When officers arrived, the husband and wife both claimed the other had assaulted them. Mr. Sepulveda said his wife had punched him in the face, and she told the police that he had put his hands around her neck and choked her, the police said.
Police took complaints from both of them, and it was not clear on Tuesday afternoon if his wife would be charged.
Senator Sepúlveda, who was in custody awaiting arraignment, did not immediately return a phone call and a text message requesting comment.
His lawyer, Marvin Ray Raskin, said the senator had been “the victim of recurring physical violence by his estranged spouse for approximately nine years, a situation he has endured because of the young child they share together.”

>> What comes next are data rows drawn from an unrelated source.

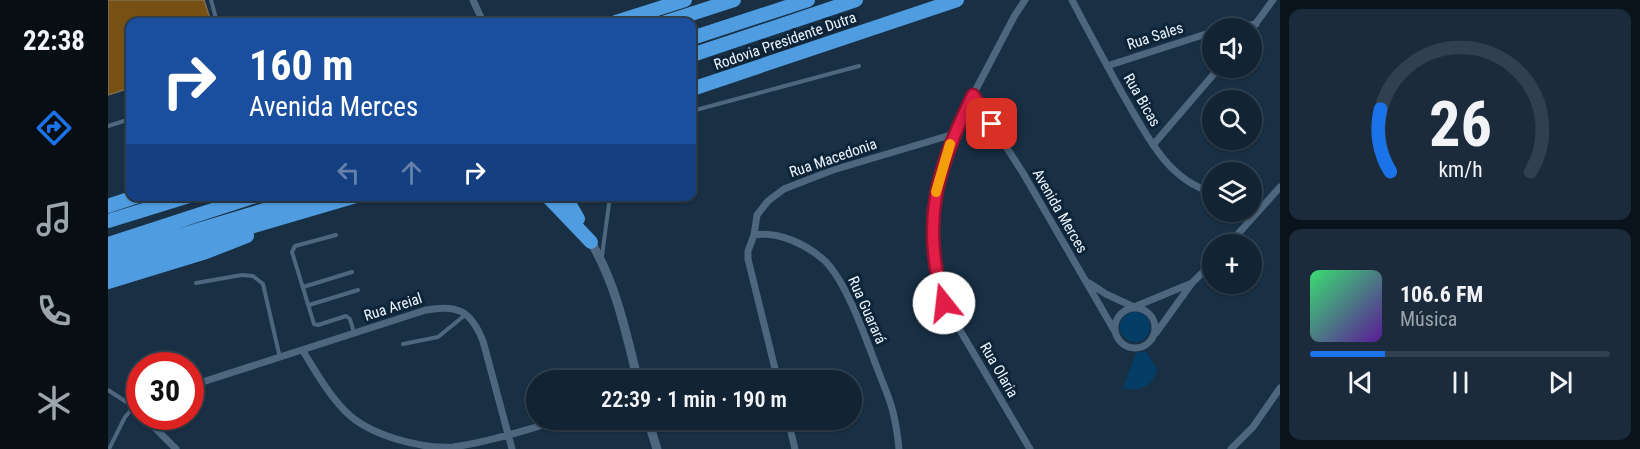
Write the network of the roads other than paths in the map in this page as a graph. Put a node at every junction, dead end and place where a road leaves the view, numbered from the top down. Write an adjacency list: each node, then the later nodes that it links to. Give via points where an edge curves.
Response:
1 (211, 0): 11 (lane)
2 (473, 0): 12 (street)
3 (685, 0): 13 (highway)
4 (734, 0): 14 (highway)
5 (808, 0): 17 (highway, Rodovia Presidente Dutra)
6 (856, 0): 18 (highway, Rodovia Presidente Dutra)
7 (957, 0): 22 (highway, Rodovia Presidente Dutra)
8 (1072, 0): 20 (street, Rua Bicas)
9 (1273, 0): 15 (street)
10 (1024, 1): 23 (street, Rua Olaria)
11 (217, 18)
12 (481, 18)
13 (629, 18)
14 (678, 18)
15 (1261, 18)
16 (1202, 35): 20 (street, Rua Sales)
17 (696, 37)
18 (696, 54)
19 (859, 66): 24 (lane)
20 (1107, 66): 28 (street, Rua Bicas)
21 (1210, 78): 28 (street)
22 (696, 88)
23 (973, 95): 27 (street, Rua Olaria); 53 (street, Avenida Merces)
24 (696, 110)
25 (126, 120): 26 (lane)
26 (108, 126)
27 (954, 134): 44 (street, Rua Macedonia, via 784,189 757,215); 86 (street, Rua Olaria, via 944,158 933,218 936,275 944,303)
28 (1153, 145): 29 (street, Rua Bicas, via 1171,167)
29 (1202, 188)
30 (1280, 188): 40 (street)
31 (126, 200): 39 (highway)
32 (173, 201): 42 (highway)
33 (241, 201): 47 (highway)
34 (295, 201): 48 (highway)
35 (340, 201): 41 (highway)
36 (552, 201): 46 (highway)
37 (568, 201): 46 (highway)
38 (609, 201): 49 (lane)
39 (108, 206)
40 (1263, 207): 43 (street)
41 (298, 214): 50 (highway); 54 (highway, via 206,252)
42 (108, 221)
43 (1237, 234)
44 (754, 235): 69 (street, Rua Macedonia, via 748,251 750,273); 85 (street, Rua Guarará, via 782,236 805,246 838,277 893,411)
45 (336, 236): 57 (lane, via 293,249)
46 (591, 242): 49 (street)
47 (108, 244)
48 (108, 258)
49 (601, 259): 68 (street, via 620,310)
50 (108, 269)
51 (352, 272): 57 (lane)
52 (1202, 273): 56 (street)
53 (1085, 281): 60 (street, Avenida Merces); 62 (street, Avenida Merces)
54 (108, 282)
55 (196, 283): 67 (lane, via 242,275 253,276 263,284)
56 (1192, 283): 60 (street); 64 (street)
57 (303, 287): 59 (lane)
58 (358, 290): 59 (lane)
59 (309, 305): 63 (lane, via 316,326 346,316)
60 (1134, 307): 62 (street, via 1122,312); 64 (street, via 1152,316)
61 (466, 314): 63 (street, Rua Areial, via 437,308); 65 (lane, via 438,337); 79 (street, via 477,324 483,341)
62 (1114, 330): 64 (street, via 1120,342 1133,348 1146,345)
63 (355, 334): 66 (street, Rua Areial)
64 (1154, 335)
65 (403, 344)
66 (303, 351): 67 (street, Rua Areial); 79 (street, via 325,387 346,412 369,430 423,446 450,447)
67 (280, 358): 70 (street, Rua Areial)
68 (635, 370)
69 (775, 370)
70 (204, 382)
71 (108, 390): 73 (lane)
72 (1279, 392): 87 (street)
73 (126, 401)
74 (126, 416): 80 (lane)
75 (157, 430): 81 (street)
76 (528, 430): 79 (street)
77 (651, 430): 83 (street)
78 (790, 430): 84 (street)
79 (508, 436): 82 (street)
80 (109, 449)
81 (176, 449)
82 (512, 449)
83 (657, 449)
84 (795, 449)
85 (899, 449)
86 (1030, 449)
87 (1231, 449)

“This false accusation is a calculated attempt by a disgruntled party to leverage a divorce settlement from a case she filed in Florida this past November,” he added. “All allegations must be taken seriously and investigated to the full extent of the law, which is why the senator is committed to and will proactively provide full transparency as this matter is resolved.”
Mr. Sepúlveda’s wife lives in Orlando, Fla., with their 9-year-old son, Mr. Raskin said. She was visiting New York at the time of the incident and the child was not present, he said.

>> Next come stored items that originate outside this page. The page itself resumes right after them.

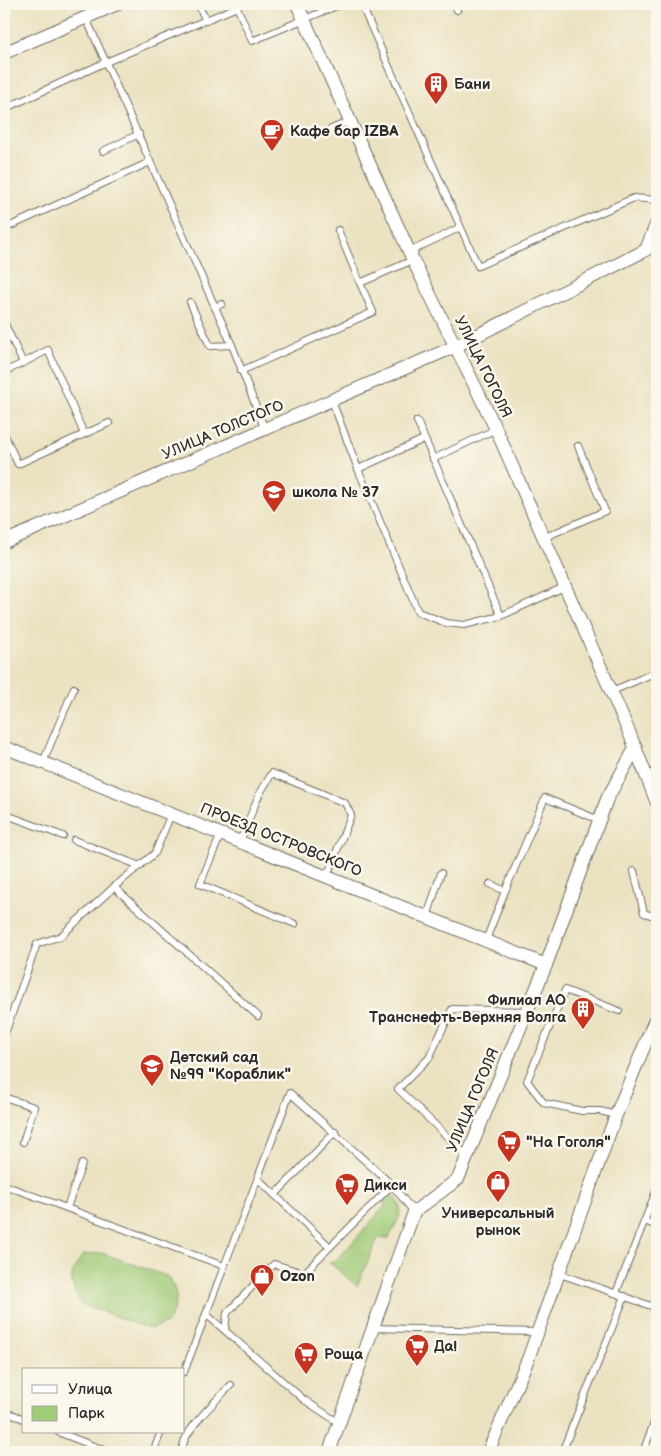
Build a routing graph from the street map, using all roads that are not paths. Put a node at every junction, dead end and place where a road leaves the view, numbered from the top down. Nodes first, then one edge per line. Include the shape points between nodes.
1 (117, 4) edge
2 (198, 4) edge
3 (297, 4) edge
4 (341, 4) edge
5 (361, 4) edge
6 (86, 18) junction
7 (303, 19) junction
8 (206, 21) junction
9 (4, 53) edge
10 (106, 62) junction
11 (4, 109) edge
12 (350, 121) junction
13 (327, 131) dead end
14 (139, 134) junction
15 (103, 151) dead end
16 (150, 162) junction
17 (657, 200) edge
18 (657, 222) edge
19 (459, 228) junction
20 (4, 229) edge
21 (338, 230) dead end
22 (413, 260) junction
23 (360, 283) junction
24 (190, 302) dead end
25 (222, 304) dead end
26 (214, 307) junction
27 (4, 322) edge
28 (232, 345) junction
29 (454, 347) junction
30 (23, 363) junction
31 (241, 371) junction
32 (4, 372) edge
33 (332, 401) junction
34 (417, 421) dead end
35 (109, 423) dead end
36 (496, 429) junction
37 (265, 430) junction
38 (4, 434) edge
39 (84, 434) junction
40 (424, 439) junction
41 (578, 446) dead end
42 (433, 459) junction
43 (358, 470) junction
44 (543, 538) junction
45 (4, 542) edge
46 (564, 587) junction
47 (501, 616) junction
48 (654, 673) dead end
49 (74, 688) dead end
50 (610, 692) junction
51 (4, 747) edge
52 (636, 747) junction
53 (43, 762) junction
54 (657, 803) edge
55 (4, 814) edge
56 (171, 814) junction
57 (599, 820) junction
58 (221, 834) junction
59 (63, 836) dead end
60 (74, 840) dead end
61 (240, 841) junction
62 (140, 866) junction
63 (634, 871) dead end
64 (441, 873) dead end
65 (327, 876) junction
66 (490, 884) dead end
67 (114, 887) junction
68 (505, 891) junction
69 (427, 917) junction
70 (657, 917) edge
71 (295, 924) dead end
72 (486, 940) junction
73 (546, 965) junction
74 (527, 1011) junction
75 (619, 1011) dead end
76 (657, 1015) edge
77 (258, 1016) dead end
78 (4, 1036) edge
79 (653, 1038) edge
80 (4, 1097) edge
81 (616, 1115) junction
82 (335, 1132) junction
83 (23, 1142) dead end
84 (467, 1156) junction
85 (82, 1164) dead end
86 (258, 1179) junction
87 (4, 1185) edge
88 (392, 1185) junction
89 (657, 1189) edge
90 (275, 1195) junction
91 (66, 1208) junction
92 (414, 1212) junction
93 (645, 1221) junction
94 (657, 1226) edge
95 (330, 1247) junction
96 (224, 1266) junction
97 (560, 1274) junction
98 (616, 1293) junction
99 (625, 1296) junction
100 (657, 1308) edge
101 (206, 1314) junction
102 (372, 1328) junction
103 (225, 1330) junction
104 (538, 1332) junction
105 (185, 1369) edge
106 (231, 1385) dead end
107 (4, 1411) edge
108 (657, 1415) edge
109 (22, 1418) edge
110 (339, 1422) junction
111 (63, 1434) edge
112 (160, 1434) edge
113 (109, 1452) edge
114 (153, 1452) edge
115 (183, 1452) edge
116 (329, 1452) edge
117 (488, 1452) edge
118 (562, 1452) edge
119 (643, 1452) edge

1 - 6 street
2 - 8 lane
3 - 7 street, УЛИЦА ГОГОЛЯ
4 - 7 lane
5 - 19 lane
6 - 9 street
6 - 10 lane
7 - 8 lane via 252,41 237,7
7 - 12 street, УЛИЦА ГОГОЛЯ
8 - 10 lane
10 - 11 lane
10 - 14 lane
12 - 13 lane
12 - 22 street, УЛИЦА ГОГОЛЯ
14 - 15 lane
14 - 16 lane
16 - 20 lane
16 - 26 lane
17 - 19 lane via 634,198 478,266
18 - 29 street, УЛИЦА ТОЛСТОГО via 646,250
19 - 22 lane via 415,249
21 - 23 lane
22 - 23 lane
22 - 29 street, УЛИЦА ГОГОЛЯ
23 - 31 lane via 372,312
24 - 28 lane via 210,346
25 - 26 lane
26 - 28 lane
27 - 30 lane
28 - 31 lane
29 - 33 street, УЛИЦА ТОЛСТОГО
29 - 36 street, УЛИЦА ГОГОЛЯ
30 - 32 lane
30 - 39 lane via 48,350
31 - 37 lane
33 - 37 street, УЛИЦА ТОЛСТОГО
33 - 43 lane
34 - 40 lane
35 - 39 lane
36 - 42 lane
36 - 44 street, УЛИЦА ГОГОЛЯ
37 - 45 street, УЛИЦА ТОЛСТОГО
38 - 39 lane via 18,464
40 - 42 lane
40 - 43 lane
41 - 44 lane via 605,511
42 - 47 lane
43 - 47 lane via 418,612 446,623 464,625
44 - 46 street, УЛИЦА ГОГОЛЯ
46 - 47 lane
46 - 50 street, УЛИЦА ГОГОЛЯ
48 - 50 lane
49 - 53 lane
50 - 52 street, УЛИЦА ГОГОЛЯ
51 - 53 street, ПРОЕЗД ОСТРОВСКОГО
52 - 54 street, УЛИЦА ГОГОЛЯ
52 - 57 street, УЛИЦА ГОГОЛЯ
53 - 56 street, ПРОЕЗД ОСТРОВСКОГО
55 - 59 lane
56 - 58 street, ПРОЕЗД ОСТРОВСКОГО
56 - 62 lane via 155,853
57 - 68 lane via 545,798
57 - 73 street, УЛИЦА ГОГОЛЯ
58 - 61 street, ПРОЕЗД ОСТРОВСКОГО
58 - 71 lane via 200,884
60 - 62 lane
61 - 65 street, ПРОЕЗД ОСТРОВСКОГО
61 - 65 lane via 272,772 345,803 351,815
62 - 67 lane
63 - 70 lane via 644,913
64 - 69 lane
65 - 69 street, ПРОЕЗД ОСТРОВСКОГО
66 - 68 lane
67 - 77 lane
67 - 78 lane via 61,936 37,944
68 - 72 lane
69 - 72 street, ПРОЕЗД ОСТРОВСКОГО
72 - 73 street, ПРОЕЗД ОСТРОВСКОГО
73 - 74 street, УЛИЦА ГОГОЛЯ
74 - 84 street, УЛИЦА ГОГОЛЯ
74 - 84 lane via 452,1009 429,1058 398,1089
75 - 81 lane via 566,990 527,1081 544,1103
76 - 79 street
79 - 81 street
80 - 83 lane via 34,1107
81 - 97 street
82 - 86 lane via 290,1094
82 - 88 lane
82 - 90 lane
84 - 92 street, УЛИЦА ГОГОЛЯ via 458,1179
85 - 91 lane
86 - 90 lane
86 - 96 lane
87 - 91 lane
88 - 92 lane
88 - 95 lane
89 - 93 lane
90 - 95 lane
91 - 96 lane
92 - 102 street
93 - 94 lane
93 - 98 lane
95 - 103 lane via 304,1273 274,1264 227,1312
96 - 101 lane
97 - 98 lane
97 - 104 street
98 - 99 lane
99 - 100 lane
99 - 118 lane
101 - 103 lane
101 - 105 lane
102 - 104 lane
102 - 110 street
103 - 110 lane via 303,1399
104 - 117 street
106 - 115 lane via 190,1429
107 - 109 lane
108 - 119 lane
110 - 116 street
111 - 113 lane
112 - 114 lane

His wife did not answer phone calls on Tuesday seeking comment.
The political fallout on Tuesday was swift for Senator Sepúlveda, a Democrat who is running for borough president of the Bronx.
Andrea Stewart-Cousins, the Democratic majority leader in the State Senate, said Mr. Sepúlveda would be removed as chairman of the Crime Victims, Crime and Correction Committee and stripped of all his committee assignments.
“I take these allegations extremely seriously and will be monitoring this situation closely,” Ms. Stewart-Cousins said in a statement.
Senator Robert G. Ortt, the Republican minority leader, called on Mr. Sepúlveda to resign immediately if the allegations were found to be true.
“Let me be clear,” Senator Ortt said in a statement. “We cannot tolerate any acts of domestic violence from anyone, especially a sitting member of our Senate Chamber.”
Mr. Sepúlveda joined the Senate in April 2018 after serving nearly six years in the Assembly.
In Albany, he is most well-known for working on some criminal justice reforms recently spearheaded by Democrats after they regained full control of the Senate in 2018. In 2019, he sponsored the so-called Green Light bill, which granted driver’s licenses to undocumented immigrants in New York.
Mr. Sepúlveda said this month that he was running for Bronx borough president, joining an increasingly crowded field of candidates.
Indeed, on Saturday evening, hours after his wife called the police, the senator participated in a virtual forum of candidates vying for the position.
“I am running to be the next borough president to help reimagine what the Bronx could be,” he said in the forum, vowing to improve the borough’s economic and health disparities.
One close relative of Mr. Sepúlveda said the senator had to apply makeup during a campaign video shoot on Saturday to cover a laceration on his face as a result of the dispute.
The argument over the weekend began after Mr. Sepúlveda removed his wife from their joint bank account, according to the relative, who spoke on the condition of anonymity out of fear of reprisal from the senator’s wife.
On Tuesday, one of the candidates running, Assemblywoman Nathalia Fernández, called on the senator to submit his resignation.
“Unfortunately, this is not the first time allegations of domestic violence have been brought against Senator Sepúlveda,” she said in a message on Twitter. “We need leadership that empowers women.”
In 2015, Mr. Sepúlveda’s estranged wife sought a temporary order of protection against him following an argument that began when she returned to their apartment to retrieve belongings, the Daily News reported. Both said the incident did not turn violent; the protection order was never issued.
In January 2020, just as lawmakers convened in Albany to begin the new legislative session, legislators received a rambling 13-page letter from Mr. Sepúlveda’s older incarcerated brother, accusing the senator of a range of lurid crimes.
Mr. Sepúlveda categorically denied those claims, which were never substantiated. He said that the letter amounted to an extortion attempt from his brother, who was sentenced to life in prison in 1998 after being convicted in a drug conspiracy involving the importation of cocaine, marijuana and hashish oil.
“Let me make it clear that these allegations are unequivocally false,” Mr. Sepúlveda said at the time. “Unfortunately, my brother is currently in a difficult place in his life.”